O avanço da tecnologia, da inteligência artificial e do uso de dados está mudando a rotina da advocacia e criando novas funções dentro do mercado jurídico. Em vez de concentrar sua atuação apenas na elaboração de petições e no acompanhamento de processos, parte dos profissionais passou a trabalhar com automação, análise de informações e organização de fluxos internos de escritórios e departamentos jurídicos.
Entre as novas funções que ganharam espaço estão as de engenheiro jurídico, analista de dados jurídicos e especialista em Legal Operations, conhecido como Legal Ops. Esses profissionais trabalham na criação e aperfeiçoamento de processos automatizados, na análise de padrões de decisões judiciais e na utilização de dados para tornar a gestão jurídica mais eficiente.
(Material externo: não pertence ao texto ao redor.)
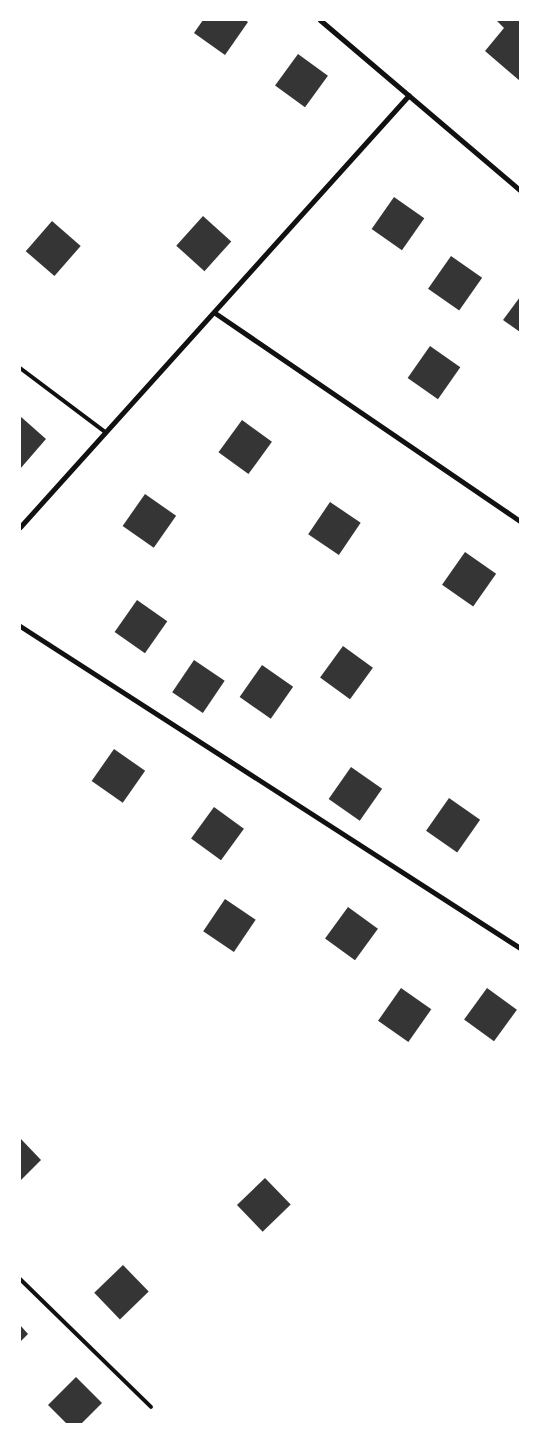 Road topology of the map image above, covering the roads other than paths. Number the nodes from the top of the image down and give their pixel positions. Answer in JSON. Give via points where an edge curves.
{"nodes":[{"id":1,"x":320,"y":20,"type":"edge"},
{"id":2,"x":409,"y":95,"type":"junction"},
{"id":3,"x":520,"y":190,"type":"edge"},
{"id":4,"x":215,"y":313,"type":"junction"},
{"id":5,"x":20,"y":368,"type":"edge"},
{"id":6,"x":104,"y":431,"type":"junction"},
{"id":7,"x":520,"y":521,"type":"edge"},
{"id":8,"x":20,"y":526,"type":"edge"},
{"id":9,"x":20,"y":626,"type":"edge"},
{"id":10,"x":520,"y":948,"type":"edge"},
{"id":11,"x":20,"y":1279,"type":"edge"},
{"id":12,"x":151,"y":1407,"type":"dead end"}],
"edges":[{"from":1,"to":2,"type":"street"},
{"from":2,"to":3,"type":"street"},
{"from":2,"to":4,"type":"street"},
{"from":4,"to":6,"type":"street"},
{"from":4,"to":7,"type":"street"},
{"from":5,"to":6,"type":"lane"},
{"from":6,"to":8,"type":"street"},
{"from":9,"to":10,"type":"street"},
{"from":11,"to":12,"type":"lane"}]}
A transformação ocorre em um momento em que o próprio sistema de Justiça discute os impactos da inteligência artificial e das novas tecnologias. Em agosto de 2026, o Tribunal de Justiça de Mato Grosso promoveu o FestLabs Cuiabá, evento que colocou em debate temas como inovação, agentes de inteligência artificial, governança e integração entre pessoas e dados. As discussões reforçaram que o avanço tecnológico exige novas competências, mas não elimina a importância da atuação humana.
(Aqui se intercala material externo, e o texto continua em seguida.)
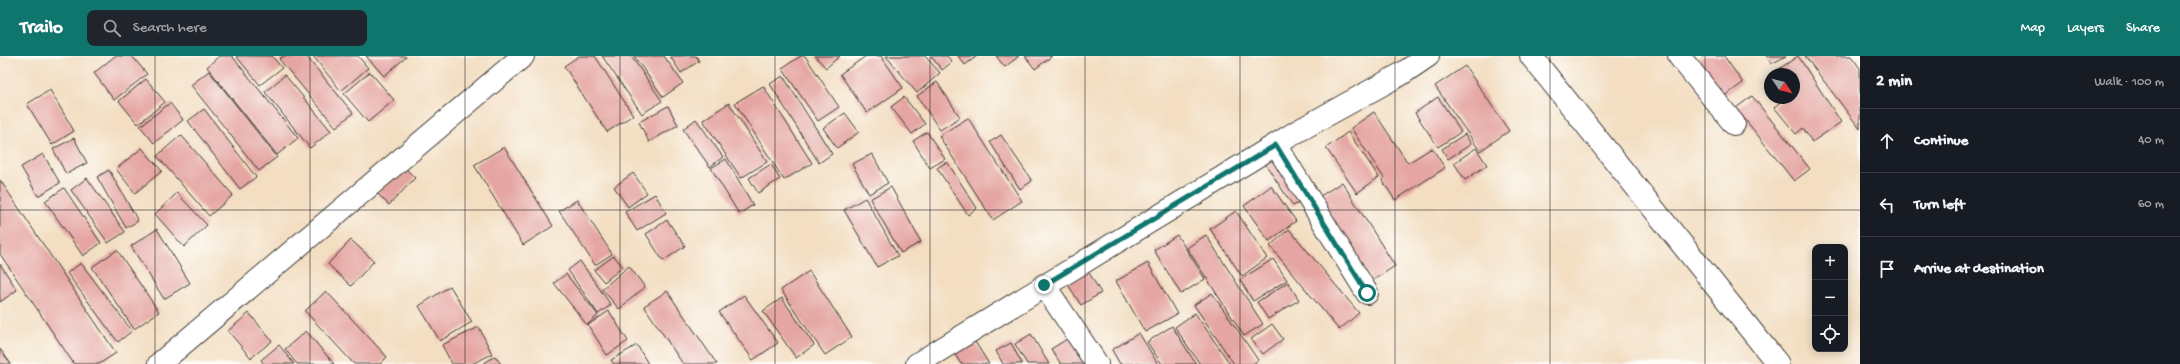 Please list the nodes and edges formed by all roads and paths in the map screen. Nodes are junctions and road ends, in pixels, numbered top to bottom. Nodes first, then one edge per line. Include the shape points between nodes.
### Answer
1 (523, 56) edge
2 (1428, 56) edge
3 (1531, 56) edge
4 (1679, 56) edge
5 (1734, 124) dead end
6 (1276, 145) junction
7 (1044, 285) junction
8 (1367, 293) dead end
9 (158, 364) edge
10 (917, 364) edge
11 (1097, 364) edge
12 (1778, 364) edge

1 - 9 street
2 - 6 street via 1403,73
3 - 12 street
4 - 5 street
6 - 7 street
6 - 8 street
7 - 10 street
7 - 11 street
No ambiente da advocacia, a mudança também altera o perfil dos profissionais procurados pelo mercado. O conhecimento jurídico continua sendo fundamental, mas passa a ser combinado com domínio de tecnologia, interpretação de dados, gestão e capacidade de estruturar soluções para tarefas que antes eram realizadas manualmente.
A tendência acompanha uma transformação mais ampla do setor jurídico brasileiro, que há anos incorpora processos eletrônicos, ferramentas digitais e sistemas de automação. Em Mato Grosso, a OAB-MT e o Tribunal de Justiça já vêm adotando e debatendo soluções tecnológicas, mostrando que a digitalização deixou de ser apenas uma ferramenta de apoio e passou a fazer parte da própria organização do trabalho jurídico.
Com esse cenário, a advocacia passa a contar com profissionais que atuam além dos tribunais e dos escritórios tradicionais. A combinação entre conhecimento jurídico, tecnologia e análise de dados tende a ampliar as possibilidades de carreira e, ao mesmo tempo, exige atualização constante de quem pretende acompanhar as mudanças provocadas pela transformação digital no setor.